The Killing Floor is a 2007 American psychological horror film directed by Gideon Raff. It stars Marc Blucas, Shiri Appleby, and Reiko Aylesworth.

==Plot==
David Lamont, a successful literary agent in New York City who is known to be ruthless toward friends, foes, and clients alike, moves into his new penthouse apartment. There he meets his mysterious and beautiful neighbor, Audrey Lavine, who lives on the third floor.

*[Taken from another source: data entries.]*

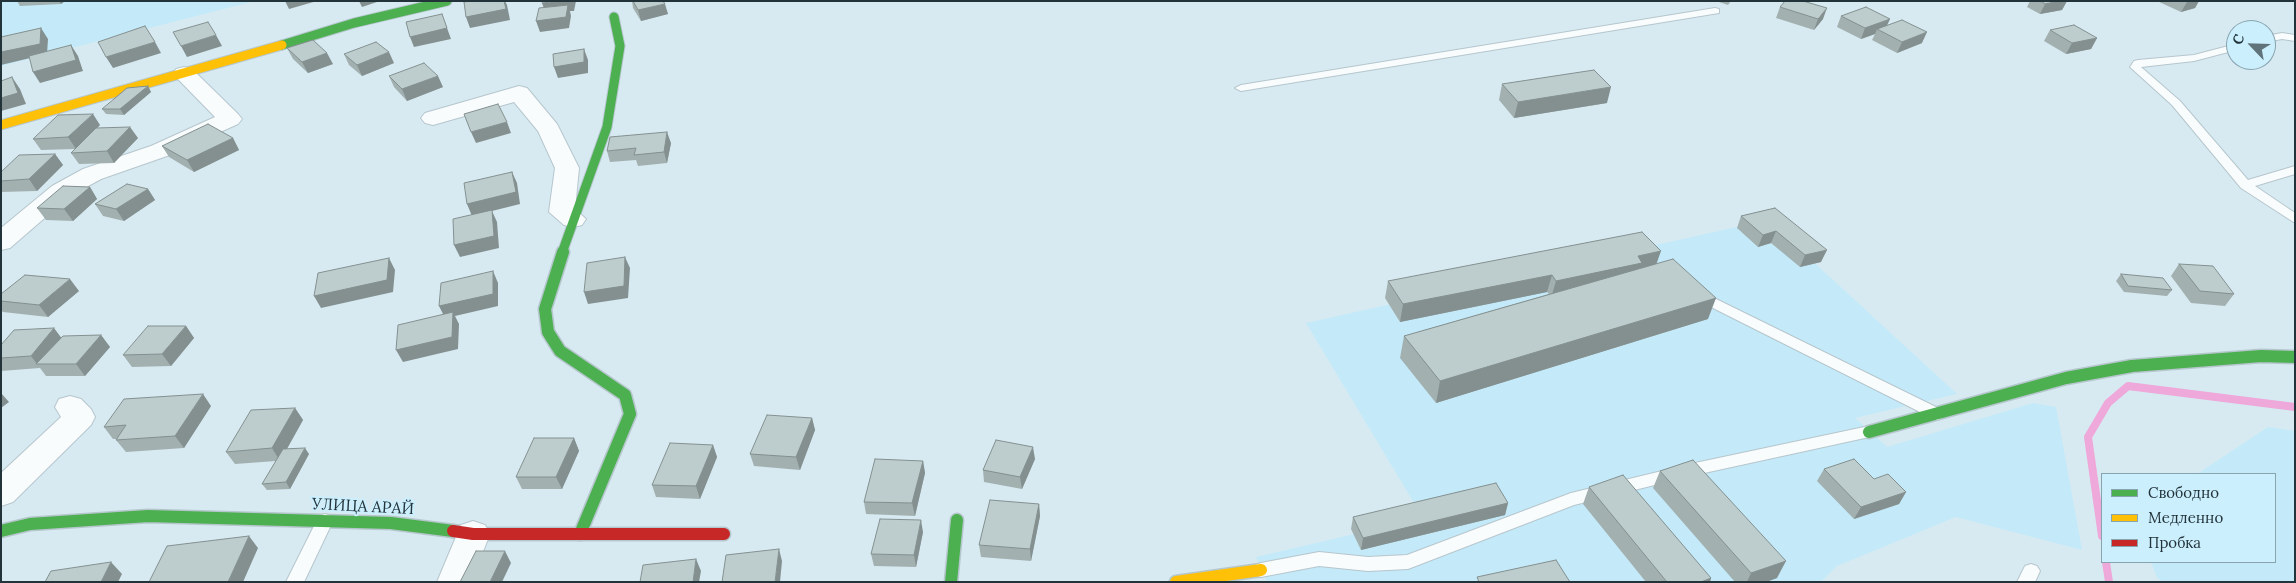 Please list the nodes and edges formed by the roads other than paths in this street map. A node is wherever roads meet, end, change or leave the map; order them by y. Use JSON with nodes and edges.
{"nodes":[{"id":1,"x":447,"y":1,"type":"edge"},
{"id":2,"x":1715,"y":11,"type":"dead end"},
{"id":3,"x":614,"y":17,"type":"dead end"},
{"id":4,"x":2276,"y":37,"type":"edge"},
{"id":5,"x":2295,"y":38,"type":"edge"},
{"id":6,"x":2226,"y":50,"type":"edge"},
{"id":7,"x":184,"y":74,"type":"junction"},
{"id":8,"x":1240,"y":88,"type":"dead end"},
{"id":9,"x":434,"y":118,"type":"dead end"},
{"id":10,"x":1,"y":125,"type":"edge"},
{"id":11,"x":2295,"y":170,"type":"edge"},
{"id":12,"x":2245,"y":185,"type":"junction"},
{"id":13,"x":2295,"y":218,"type":"edge"},
{"id":14,"x":573,"y":219,"type":"junction"},
{"id":15,"x":1,"y":242,"type":"edge"},
{"id":16,"x":1716,"y":304,"type":"edge"},
{"id":17,"x":2295,"y":357,"type":"edge"},
{"id":18,"x":70,"y":407,"type":"dead end"},
{"id":19,"x":1937,"y":414,"type":"junction"},
{"id":20,"x":1869,"y":432,"type":"joint"},
{"id":21,"x":1,"y":493,"type":"edge"},
{"id":22,"x":957,"y":520,"type":"dead end"},
{"id":23,"x":325,"y":521,"type":"junction"},
{"id":24,"x":1,"y":531,"type":"edge"},
{"id":25,"x":473,"y":534,"type":"junction"},
{"id":26,"x":580,"y":534,"type":"junction"},
{"id":27,"x":724,"y":534,"type":"dead end"},
{"id":28,"x":1262,"y":570,"type":"joint"},
{"id":29,"x":1225,"y":578,"type":"edge"},
{"id":30,"x":295,"y":582,"type":"edge"},
{"id":31,"x":454,"y":582,"type":"edge"},
{"id":32,"x":951,"y":582,"type":"edge"},
{"id":33,"x":1176,"y":582,"type":"edge"}],
"edges":[{"from":1,"to":7,"type":"street"},
{"from":2,"to":8,"type":"lane"},
{"from":3,"to":14,"type":"street"},
{"from":4,"to":5,"type":"lane"},
{"from":6,"to":12,"type":"lane"},
{"from":7,"to":10,"type":"street"},
{"from":7,"to":15,"type":"street"},
{"from":9,"to":14,"type":"street"},
{"from":11,"to":12,"type":"lane"},
{"from":12,"to":13,"type":"lane"},
{"from":14,"to":26,"type":"street"},
{"from":16,"to":19,"type":"lane"},
{"from":17,"to":19,"type":"street"},
{"from":18,"to":21,"type":"street"},
{"from":19,"to":20,"type":"street"},
{"from":20,"to":28,"type":"lane"},
{"from":22,"to":32,"type":"street"},
{"from":23,"to":24,"type":"street","name":"УЛИЦА АРАЙ"},
{"from":23,"to":25,"type":"street","name":"УЛИЦА АРАЙ"},
{"from":23,"to":30,"type":"lane"},
{"from":25,"to":26,"type":"street","name":"УЛИЦА АРАЙ"},
{"from":25,"to":31,"type":"street"},
{"from":26,"to":27,"type":"street","name":"УЛИЦА АРАЙ"},
{"from":28,"to":29,"type":"street"},
{"from":29,"to":33,"type":"street"}]}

Shortly thereafter, he receives a visit from an investigator and a man who claims that the penthouse belongs to his father who never sold it. David tells them the apartment is his, everything is in legal order, and if they have a problem to talk with his lawyer.

Soon after he starts receiving mysterious and increasingly disturbing packages. The first package contains photographs of violent crimes, seemingly taken within his new apartment. As the days progress, the packages become more ominous, including DVDs that show David's every move, indicating he is being watched constantly.

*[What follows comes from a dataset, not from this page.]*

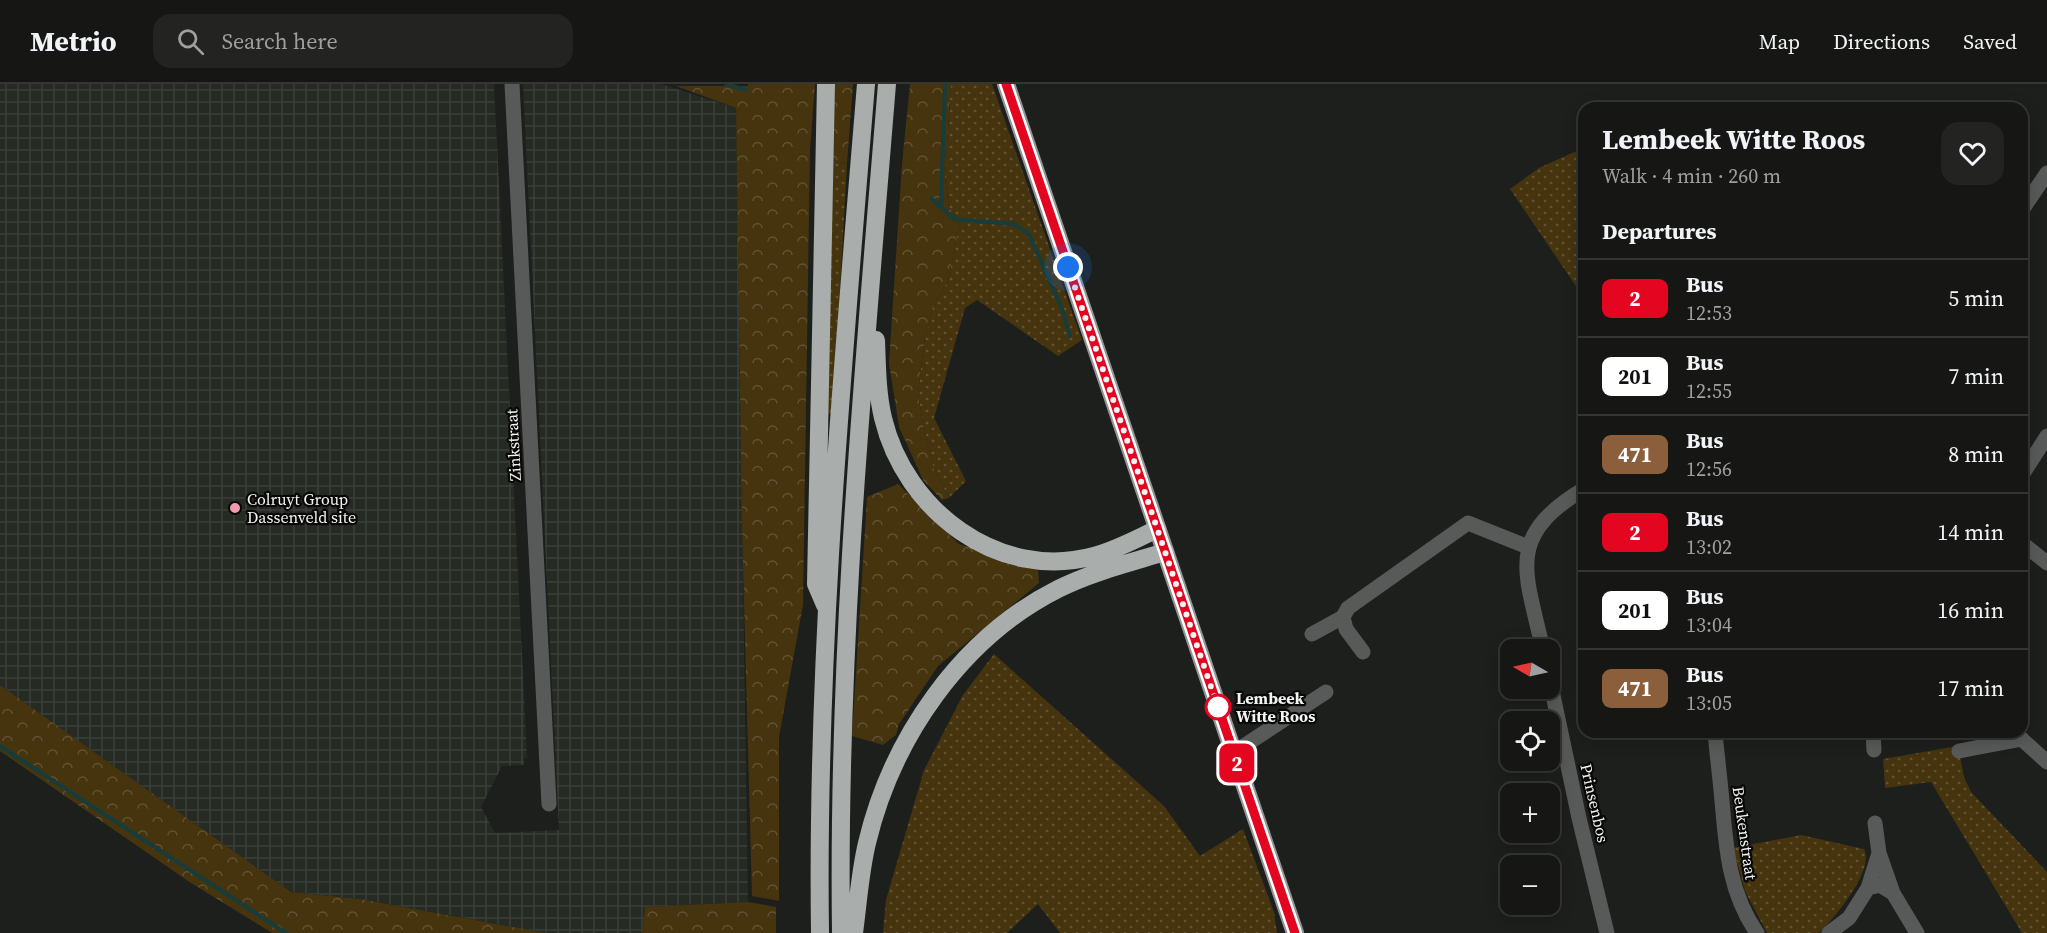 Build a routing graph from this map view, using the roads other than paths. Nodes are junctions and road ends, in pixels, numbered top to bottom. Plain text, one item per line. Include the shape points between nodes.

David’s sense of security erodes as he realizes that someone has access to his apartment. He enlists the help of his friend and colleague, Rebecca Fay, and hires a private investigator, Detective Martin Soll, to uncover who might be behind the surveillance and the threatening messages.

As the investigation deepens, David learns about the apartment's dark history, which includes a series of brutal murders. The sense of paranoia grows as he becomes suspicious of everyone around him.

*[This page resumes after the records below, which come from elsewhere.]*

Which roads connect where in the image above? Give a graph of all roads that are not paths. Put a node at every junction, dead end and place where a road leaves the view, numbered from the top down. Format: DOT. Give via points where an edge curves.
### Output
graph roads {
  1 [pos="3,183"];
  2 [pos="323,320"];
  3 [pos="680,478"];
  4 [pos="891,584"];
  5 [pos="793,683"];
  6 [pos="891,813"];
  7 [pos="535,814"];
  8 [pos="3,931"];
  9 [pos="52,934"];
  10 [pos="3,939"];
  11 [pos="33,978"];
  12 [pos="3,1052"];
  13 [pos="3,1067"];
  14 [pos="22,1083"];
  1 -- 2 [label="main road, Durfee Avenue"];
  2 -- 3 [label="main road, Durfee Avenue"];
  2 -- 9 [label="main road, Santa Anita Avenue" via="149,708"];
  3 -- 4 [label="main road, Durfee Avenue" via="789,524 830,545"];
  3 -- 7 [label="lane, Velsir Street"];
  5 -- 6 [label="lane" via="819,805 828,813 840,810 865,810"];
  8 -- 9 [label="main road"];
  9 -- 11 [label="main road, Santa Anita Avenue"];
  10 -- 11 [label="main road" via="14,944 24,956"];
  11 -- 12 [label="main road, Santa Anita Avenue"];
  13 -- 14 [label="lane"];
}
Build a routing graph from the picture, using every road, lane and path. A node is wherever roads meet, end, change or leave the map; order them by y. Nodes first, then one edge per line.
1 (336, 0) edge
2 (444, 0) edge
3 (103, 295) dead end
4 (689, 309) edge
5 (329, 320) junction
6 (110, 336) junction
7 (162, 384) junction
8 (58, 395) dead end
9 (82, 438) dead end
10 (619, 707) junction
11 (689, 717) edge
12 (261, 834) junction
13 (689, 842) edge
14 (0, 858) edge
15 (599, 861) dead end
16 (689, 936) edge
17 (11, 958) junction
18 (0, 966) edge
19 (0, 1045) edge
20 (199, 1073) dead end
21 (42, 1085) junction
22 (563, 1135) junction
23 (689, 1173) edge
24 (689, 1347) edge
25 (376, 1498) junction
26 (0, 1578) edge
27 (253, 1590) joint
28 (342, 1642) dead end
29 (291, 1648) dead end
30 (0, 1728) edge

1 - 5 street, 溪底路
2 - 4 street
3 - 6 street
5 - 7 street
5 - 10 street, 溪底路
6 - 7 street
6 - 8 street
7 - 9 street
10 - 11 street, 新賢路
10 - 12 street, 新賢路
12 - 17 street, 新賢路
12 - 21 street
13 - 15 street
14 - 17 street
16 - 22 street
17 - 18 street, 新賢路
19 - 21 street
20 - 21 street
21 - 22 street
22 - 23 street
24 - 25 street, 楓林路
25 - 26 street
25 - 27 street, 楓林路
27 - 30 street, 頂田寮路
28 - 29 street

The tension reaches a climax when David discovers hidden cameras and evidence suggesting that someone has been living in the apartment with him unnoticed. His mental state deteriorates as the lines between reality and paranoia blur. The film builds up to a dramatic and unexpected conclusion where the true identity and motives of the stalker are revealed.

==Cast==
- Marc Blucas as David Lamont
- Shiri Appleby as Rebecca Fay
- Reiko Aylesworth as Audrey Levine
- John Bedford Lloyd as Detective Soll
- Allison McAtee as Kathy Mahoni
- Derek Cecil as Garret Rankin
- Roberta Maxwell as Ms. Alimet
- Jeffrey Carlson as Jared Thurber
- Joel Leffert as Goodman
- Andrew Weems as Bobby

==Release==
The World Premiere for The Killing Floor was at 9:30 P.M., April 14, 2007 at the Malibu Film Festival. The Region 1 DVD rights have been acquired by THINKFilm with a direct-to-DVD release of January 8, 2008.

The film was released on DVD in Sweden by Noble Entertainment on March 14, 2007. The release date for the UK was May 21, 2007.